• **Assignment**: Retype the data exactly, skipping any picture in it.

Source records
----------

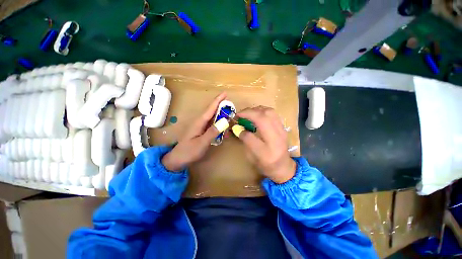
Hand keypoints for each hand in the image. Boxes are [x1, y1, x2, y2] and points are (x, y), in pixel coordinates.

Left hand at [162, 92, 226, 171]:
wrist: (178, 159)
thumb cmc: (189, 151)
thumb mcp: (202, 143)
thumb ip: (212, 132)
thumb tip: (224, 121)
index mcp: (199, 122)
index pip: (210, 108)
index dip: (218, 100)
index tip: (225, 93)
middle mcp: (200, 122)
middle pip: (212, 111)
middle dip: (221, 106)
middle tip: (231, 106)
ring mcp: (201, 127)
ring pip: (213, 118)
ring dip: (221, 115)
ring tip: (230, 115)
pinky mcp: (202, 132)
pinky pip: (212, 125)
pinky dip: (219, 125)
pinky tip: (224, 129)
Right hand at [235, 106, 295, 183]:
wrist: (283, 167)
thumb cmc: (265, 164)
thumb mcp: (252, 158)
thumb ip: (245, 142)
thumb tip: (239, 129)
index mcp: (266, 153)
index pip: (251, 138)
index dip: (241, 131)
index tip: (235, 123)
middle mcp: (276, 140)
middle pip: (263, 119)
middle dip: (249, 113)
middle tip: (240, 114)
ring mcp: (282, 131)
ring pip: (269, 112)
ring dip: (256, 110)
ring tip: (247, 113)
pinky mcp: (283, 127)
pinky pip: (273, 113)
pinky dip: (263, 110)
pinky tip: (257, 114)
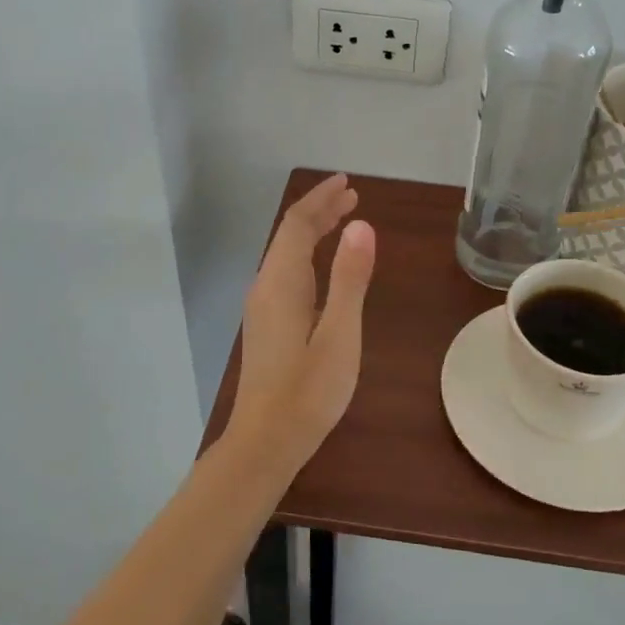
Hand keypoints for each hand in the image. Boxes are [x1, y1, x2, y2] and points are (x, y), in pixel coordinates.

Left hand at [228, 173, 377, 468]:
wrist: (266, 441)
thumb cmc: (308, 391)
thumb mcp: (339, 334)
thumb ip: (349, 279)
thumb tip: (361, 225)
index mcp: (281, 283)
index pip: (298, 224)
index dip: (321, 199)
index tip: (347, 183)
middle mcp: (266, 287)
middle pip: (289, 235)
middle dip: (319, 211)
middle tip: (351, 196)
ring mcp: (263, 307)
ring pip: (287, 255)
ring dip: (313, 232)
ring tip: (343, 220)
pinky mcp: (267, 325)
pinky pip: (287, 273)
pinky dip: (308, 255)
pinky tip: (324, 268)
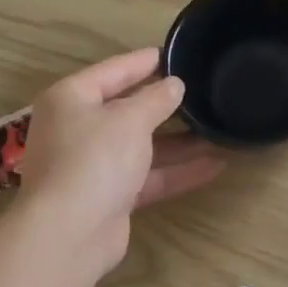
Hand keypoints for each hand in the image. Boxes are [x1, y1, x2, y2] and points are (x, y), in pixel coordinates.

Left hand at [18, 48, 223, 267]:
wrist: (70, 233)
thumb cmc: (94, 159)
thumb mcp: (130, 119)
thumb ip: (156, 99)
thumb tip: (174, 85)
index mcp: (71, 99)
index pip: (112, 71)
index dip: (143, 61)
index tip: (173, 53)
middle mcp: (77, 129)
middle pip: (126, 110)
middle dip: (164, 104)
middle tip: (200, 90)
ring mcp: (93, 166)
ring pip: (141, 147)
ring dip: (179, 142)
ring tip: (217, 129)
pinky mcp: (110, 197)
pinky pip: (148, 177)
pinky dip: (177, 171)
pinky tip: (215, 166)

----------

• **Task response**:
Hand keypoints for each hand in the image. Boxes are [x1, y1, x2, y2] and points are (x, y), in pixel coordinates.

Left hand at [162, 92, 226, 171]:
wrist: (178, 159)
thumb cmc: (189, 151)
thumb mcp: (202, 143)
thumb ip: (212, 132)
thumb tip: (224, 121)
index mcp: (199, 122)
index pip: (210, 108)
index dip: (218, 100)
index tip: (225, 93)
middle mcp: (200, 122)
middle pip: (212, 111)
middle dip: (221, 106)
middle tip: (231, 106)
ring mcp: (201, 127)
ring pip: (213, 118)
ring dip: (221, 115)
ring tip: (230, 115)
pinky mcp: (202, 132)
pinky pip: (212, 125)
pinky dip: (219, 125)
pinky tip: (224, 129)
Right hand at [235, 106, 295, 183]:
wrist: (283, 167)
thumb cmc: (265, 164)
thumb mcp: (252, 158)
thumb ip: (245, 142)
thumb tip: (239, 129)
index mcp: (266, 153)
index pip: (251, 138)
index dip: (241, 131)
index tip: (235, 123)
middle mcp: (276, 140)
middle pip: (263, 119)
middle dip: (249, 113)
middle tip: (240, 114)
ring mcp: (282, 131)
ring pip: (269, 112)
ring dip: (256, 110)
ring tip: (247, 113)
pinky mcp: (283, 127)
pinky pip: (273, 113)
pinky dip: (263, 110)
pinky tip: (257, 114)
Hand keypoints for each hand in the image. Boxes are [x1, y1, x2, y2] and points are (x, y), in pixel coordinates.

Left hand at [228, 173, 377, 468]:
wrist: (266, 441)
thumb cmc: (308, 391)
thumb mcp: (339, 334)
thumb ip: (349, 279)
thumb tip: (361, 225)
index mcp: (281, 283)
index pip: (298, 224)
index dip: (321, 199)
index tip: (347, 183)
middle mcp: (266, 287)
middle pip: (289, 235)
middle dip: (319, 211)
middle tip: (351, 196)
ring mcp: (263, 307)
ring pip: (287, 255)
ring dip: (313, 232)
ring tip: (343, 220)
pinky mcp: (267, 325)
pinky pip: (287, 273)
pinky dip: (308, 255)
pinky tip: (324, 268)
Hand keypoints for each hand in the image. Boxes are [x1, y1, x2, y2] and points are (x, y), in pixel coordinates.

Left hand at [18, 48, 223, 267]:
wrist: (70, 233)
thumb cmc: (94, 159)
thumb mcp: (130, 119)
thumb ip: (156, 99)
thumb tip: (174, 85)
index mcp: (71, 99)
index pip: (112, 71)
index dip: (143, 61)
index tip: (173, 53)
middle mcp: (77, 129)
middle pip: (126, 110)
middle dip: (164, 104)
middle tip: (200, 90)
ring mcp: (93, 166)
ring pip: (141, 147)
ring dip: (179, 142)
ring tip: (217, 129)
pinky mcp: (110, 197)
pinky pip: (148, 177)
pinky dip: (177, 171)
pinky tip: (215, 166)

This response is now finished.